Look, we know what you’re thinking: This is by far one of our worst pun-based ideas. But we started doing it a few years ago when GW started putting out their Metawatch articles and now we’re just kind of perpetually stuck doing the bit. And so we present: British meats, you wankers
We sent our best and brightest over to Tacoma this year, and seems like they cleaned up – just as you’d expect from noted excellent website goonhammer dot com – but the bit that stood out to me from the Tacoma metawatch was American enthusiasm hitting the brick wall of Britishness. We’ve all been there, right, on either side. A puppylike enthusiasm for a concept, thing, or ultimately meaningless political “reform” that’s simply baffling to us on the Knife Crime Island side of the pond. We have our own, crippling, existential problems, but ultimately we’re just that bit less excited by the world, and that’s a blessing. Perhaps its 400,000 years of living on the godforsaken Essex Coast as opposed to 14,500 years of living on the Paradisiacal Chilean Los Lagos. Like Tacoma’s Metawatch, Meatwatch has been in contact with the American love of things for too long.
Meatwatch is a fundamentally American thing because Steak is a fundamentally American concept – it’s a slab of meat, possibly parasite riddled, washed with chlorine, served in a variety of ways chosen by individuals according to their godforsaken will, then they nuke it and cover it in ketchup. It’s a phenomenal waste of resources and a huge driver of the rampant destruction of the natural world in order to feed the ever hungry maw of conspicuous consumption. It’s about interfering in the politics of Latin American nations so that their economies can be better harnessed to keep your average yank in the 7-800 ton range. The Steak is America.
So, it’s time to dig into British meats. We’re a nation of meat eaters, and our French comrades call us Roast Beefs, which works for me, because I’m also a depressed wannabe poet who loves the Great Outdoor Fight. Roast Beef as a foodstuff, however, no longer describes Britain.
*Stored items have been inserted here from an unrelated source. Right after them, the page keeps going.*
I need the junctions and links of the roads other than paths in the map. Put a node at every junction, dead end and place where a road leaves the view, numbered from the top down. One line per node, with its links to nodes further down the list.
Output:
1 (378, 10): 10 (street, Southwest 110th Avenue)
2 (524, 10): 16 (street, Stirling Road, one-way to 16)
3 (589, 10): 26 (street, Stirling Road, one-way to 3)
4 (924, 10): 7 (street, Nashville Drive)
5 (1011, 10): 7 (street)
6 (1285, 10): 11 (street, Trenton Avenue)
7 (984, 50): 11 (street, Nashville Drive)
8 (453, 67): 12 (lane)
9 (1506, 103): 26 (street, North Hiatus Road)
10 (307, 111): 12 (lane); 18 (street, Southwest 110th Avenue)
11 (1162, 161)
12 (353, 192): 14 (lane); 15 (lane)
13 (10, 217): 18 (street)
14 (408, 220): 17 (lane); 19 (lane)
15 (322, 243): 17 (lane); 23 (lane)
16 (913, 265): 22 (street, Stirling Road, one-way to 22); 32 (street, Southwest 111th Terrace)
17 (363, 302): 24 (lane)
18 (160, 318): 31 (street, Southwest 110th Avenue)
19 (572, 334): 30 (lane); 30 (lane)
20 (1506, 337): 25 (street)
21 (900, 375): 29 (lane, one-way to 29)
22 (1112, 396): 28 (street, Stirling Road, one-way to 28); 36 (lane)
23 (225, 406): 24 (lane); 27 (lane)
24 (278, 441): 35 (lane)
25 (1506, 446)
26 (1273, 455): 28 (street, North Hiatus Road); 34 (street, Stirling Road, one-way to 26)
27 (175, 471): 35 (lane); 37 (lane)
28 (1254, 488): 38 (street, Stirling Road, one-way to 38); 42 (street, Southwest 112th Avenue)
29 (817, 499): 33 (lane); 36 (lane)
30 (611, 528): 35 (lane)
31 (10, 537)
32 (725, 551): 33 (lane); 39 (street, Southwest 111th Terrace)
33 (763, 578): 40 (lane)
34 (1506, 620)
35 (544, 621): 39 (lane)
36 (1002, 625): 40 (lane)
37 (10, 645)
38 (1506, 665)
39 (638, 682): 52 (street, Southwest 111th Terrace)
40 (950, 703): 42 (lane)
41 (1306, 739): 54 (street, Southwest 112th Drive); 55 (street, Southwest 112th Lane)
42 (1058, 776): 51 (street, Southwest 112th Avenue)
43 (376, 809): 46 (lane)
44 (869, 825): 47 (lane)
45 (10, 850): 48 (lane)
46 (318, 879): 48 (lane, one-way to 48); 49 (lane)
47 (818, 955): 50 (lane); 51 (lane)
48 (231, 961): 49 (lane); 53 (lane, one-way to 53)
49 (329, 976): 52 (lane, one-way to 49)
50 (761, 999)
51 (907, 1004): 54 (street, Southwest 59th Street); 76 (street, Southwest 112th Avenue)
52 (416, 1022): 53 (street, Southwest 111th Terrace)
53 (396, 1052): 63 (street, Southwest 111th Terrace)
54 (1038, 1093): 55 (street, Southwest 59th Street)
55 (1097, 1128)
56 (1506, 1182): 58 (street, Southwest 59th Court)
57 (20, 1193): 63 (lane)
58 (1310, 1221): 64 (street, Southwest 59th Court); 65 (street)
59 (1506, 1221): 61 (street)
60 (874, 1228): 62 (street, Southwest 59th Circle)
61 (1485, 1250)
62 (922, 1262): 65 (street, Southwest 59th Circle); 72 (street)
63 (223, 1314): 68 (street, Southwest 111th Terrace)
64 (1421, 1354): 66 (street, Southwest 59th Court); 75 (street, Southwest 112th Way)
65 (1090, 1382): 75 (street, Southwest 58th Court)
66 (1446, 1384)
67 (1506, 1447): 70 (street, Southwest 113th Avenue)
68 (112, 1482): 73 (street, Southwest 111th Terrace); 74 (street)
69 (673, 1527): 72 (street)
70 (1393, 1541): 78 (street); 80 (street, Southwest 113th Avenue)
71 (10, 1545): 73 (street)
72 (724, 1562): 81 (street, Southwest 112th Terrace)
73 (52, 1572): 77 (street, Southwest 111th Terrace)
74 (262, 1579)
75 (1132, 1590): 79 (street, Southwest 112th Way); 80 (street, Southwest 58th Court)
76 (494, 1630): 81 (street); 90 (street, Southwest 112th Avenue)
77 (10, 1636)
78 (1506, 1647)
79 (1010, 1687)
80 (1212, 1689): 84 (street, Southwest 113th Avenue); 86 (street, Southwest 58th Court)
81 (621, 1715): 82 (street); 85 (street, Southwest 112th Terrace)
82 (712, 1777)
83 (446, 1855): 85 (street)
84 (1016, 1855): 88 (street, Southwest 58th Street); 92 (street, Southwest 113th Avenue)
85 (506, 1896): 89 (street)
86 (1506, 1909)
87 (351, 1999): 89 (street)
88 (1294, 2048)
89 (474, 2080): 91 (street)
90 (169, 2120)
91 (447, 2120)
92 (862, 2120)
It is bourgeois, conceptually bankrupt, a descriptor of our political parties rather than of our lives – welcome instead to the world of truly British Meats.
British Meats come from cans. Now someone’s going to come swinging about fucking lamb, or beef, or some shit about venison, but they’re wrong. British meats come in cans. They’re stackable, compressed and dense, just like us. You can ship them in big steamers across the world, where they will arrive exactly as edible as when they left. You can put them in a guy’s backpack and they’ll keep for decades. You produce them by stuffing a whole animal in a mincer. They come in their bowls, allowing you to go hands-free when you’re subjugating a civilisation. Other nations have them, of course, but that’s because they’re anglophiles – a troubling illness – these are quintessentially British, and I love them.
Take a cow, sprinkle it with carcinogenic curing salts and put the whole fucking thing in a tin. 10/10 absolute classic, no notes. It was a cow, and now it’s a brick of unsettlingly bright pink meat with a wreath of thick, white fat. It’s genuinely delicious, a combination of everything you’re supposed to do with a foodstuff – process it, cure it, compress it, open it, eat it. You can put the whole thing in a chunk of bread, or you can slice it up and fry it and in the doing, shorten your life expectancy by a good 20 years. I will, occasionally and without shame, sit down and eat a corned beef sandwich while watching Only Fools and Horses, because you can’t do that nowadays. Political correctness gone mad. That bit when Del falls through the bar? Classic.
Yeah mother fuckers, big leagues now. The meat so ubiquitous your email provider has named a folder after it. Spam is a metamorphic meat – you add thousands of pounds of pressure and hundreds of degrees of heat to the remains of the corpse of a pig when all the posh meat has been sucked off it with all the vigour of an ex-MP going to town on boris, and hey presto you’ve got spam. It’s hugely, perfectly, British because none of it is made here, the Americans like it more than we do and it’s always, always, much worse than you remember it being. There’s nothing more likely to bring back those sweet, traumatic, memories of growing up in the industrial north of the UK than that faint whisper of the escaping last mortal breath of a pig when you pull that ring and the can blissfully, orgasmically, opens.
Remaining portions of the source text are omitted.